Activity ▸
Copy every entry exactly as it reads and exclude whatever pictures appear.

Data ▸
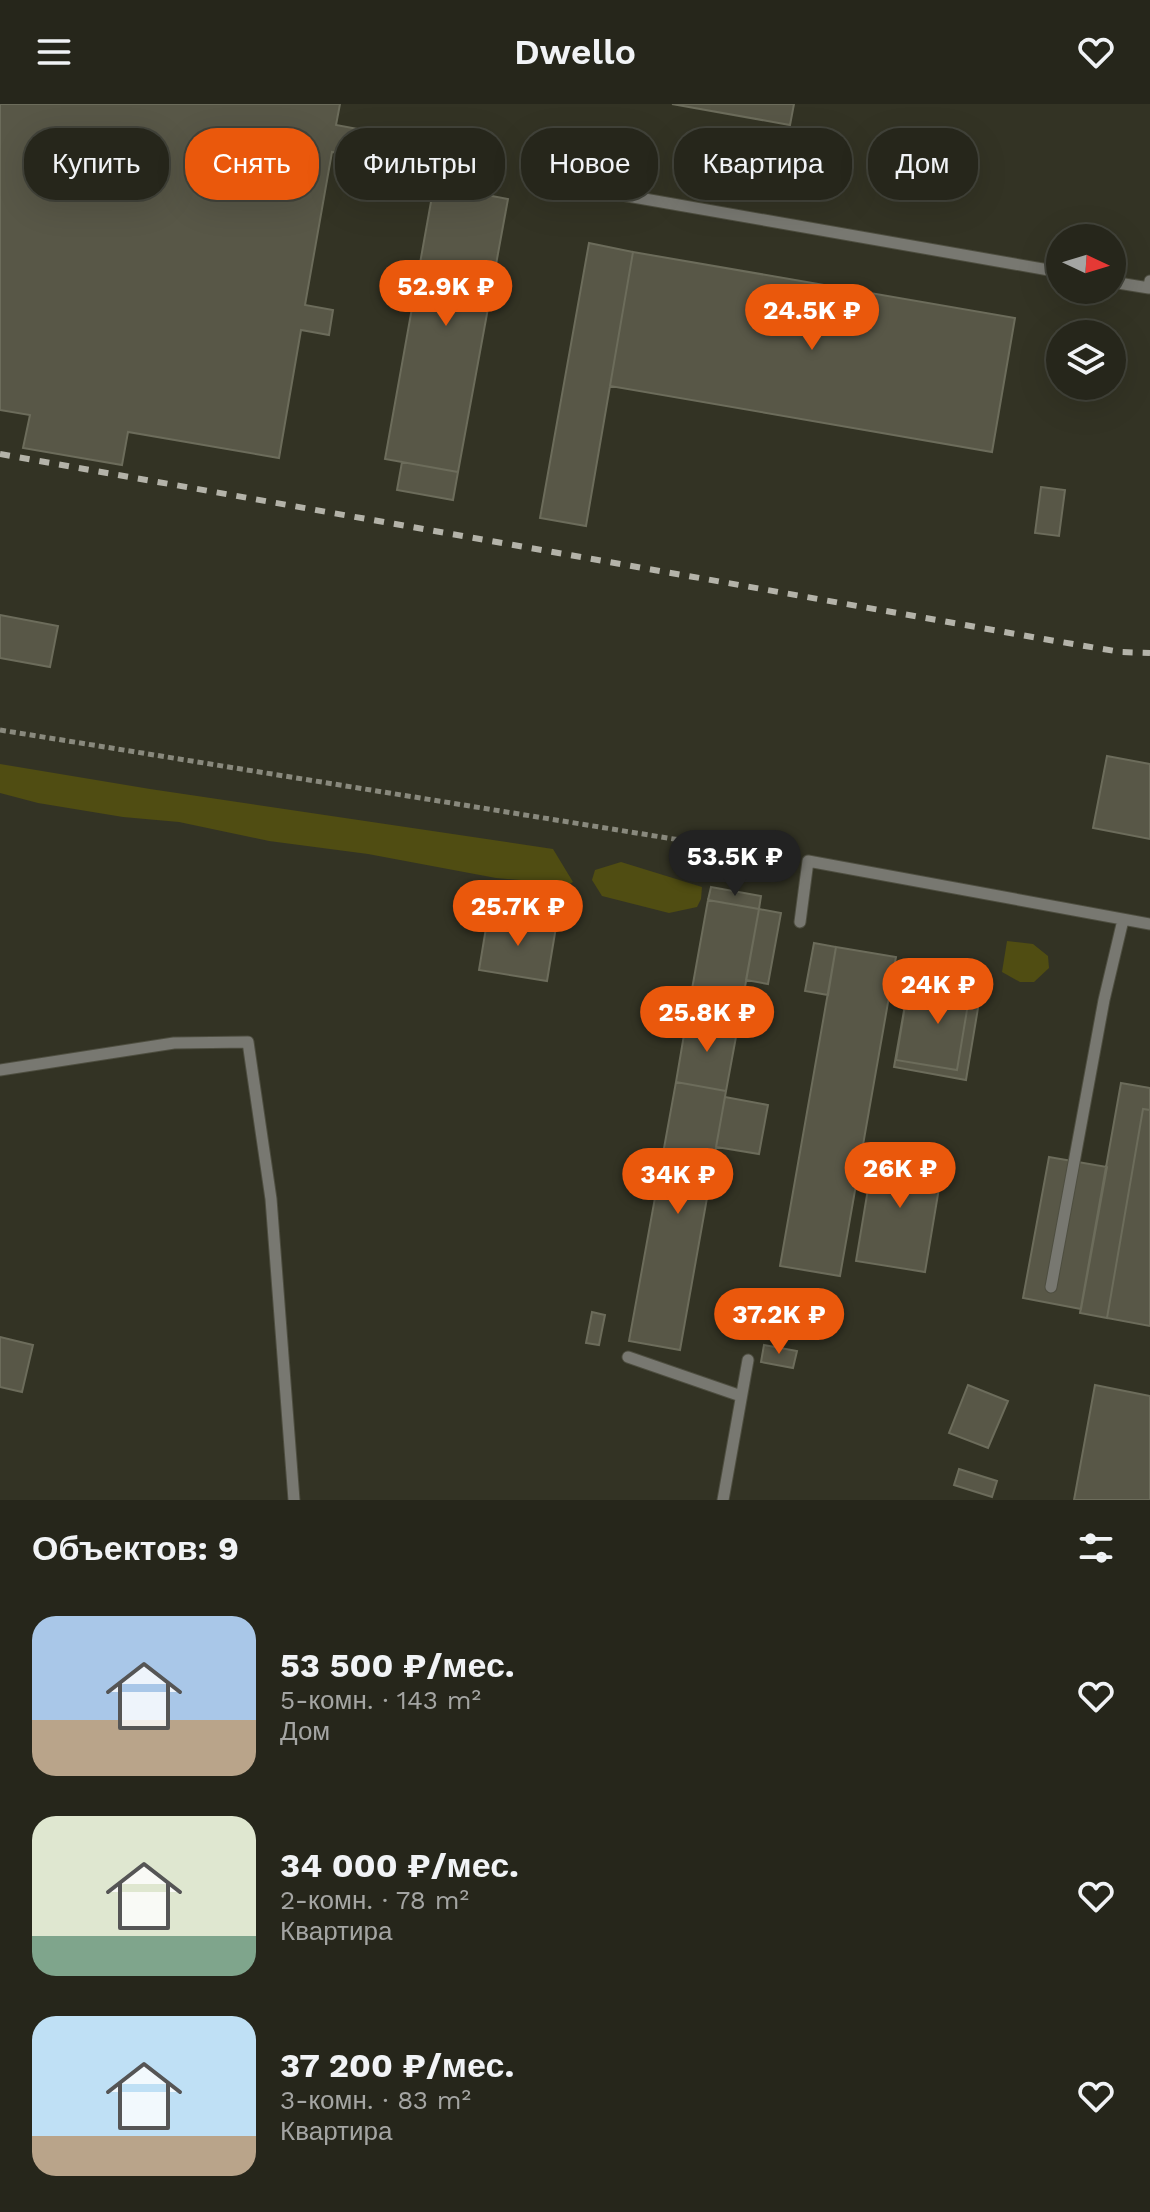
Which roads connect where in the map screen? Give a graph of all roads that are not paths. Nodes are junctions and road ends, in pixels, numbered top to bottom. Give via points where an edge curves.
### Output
1 (650, 200) edge
2 (1046, 270) edge
3 (1150, 281) edge
4 (1126, 284) edge
5 (1123, 920) junction
6 (800, 922) dead end
7 (1150, 924) edge
8 (0, 1070) edge
9 (1051, 1287) dead end
10 (628, 1357) dead end
11 (748, 1360) dead end
12 (741, 1396) junction
13 (294, 1500) edge
14 (723, 1500) edge

1 - 2 lane
3 - 4 lane via 1149,288
5 - 6 lane via 808,861
5 - 7 lane
5 - 9 lane
8 - 13 lane via 174,1043 248,1042 271,1199
10 - 12 lane
11 - 12 lane
12 - 14 lane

Exercise response ▸
Which roads connect where in the map screen? Give a graph of all roads that are not paths. Nodes are junctions and road ends, in pixels, numbered top to bottom. Give via points where an edge curves.
### Output
1 (650, 200) edge
2 (1046, 270) edge
3 (1150, 281) edge
4 (1126, 284) edge
5 (1123, 920) junction
6 (800, 922) dead end
7 (1150, 924) edge
8 (0, 1070) edge
9 (1051, 1287) dead end
10 (628, 1357) dead end
11 (748, 1360) dead end
12 (741, 1396) junction
13 (294, 1500) edge
14 (723, 1500) edge

1 - 2 lane
3 - 4 lane via 1149,288
5 - 6 lane via 808,861
5 - 7 lane
5 - 9 lane
8 - 13 lane via 174,1043 248,1042 271,1199
10 - 12 lane
11 - 12 lane
12 - 14 lane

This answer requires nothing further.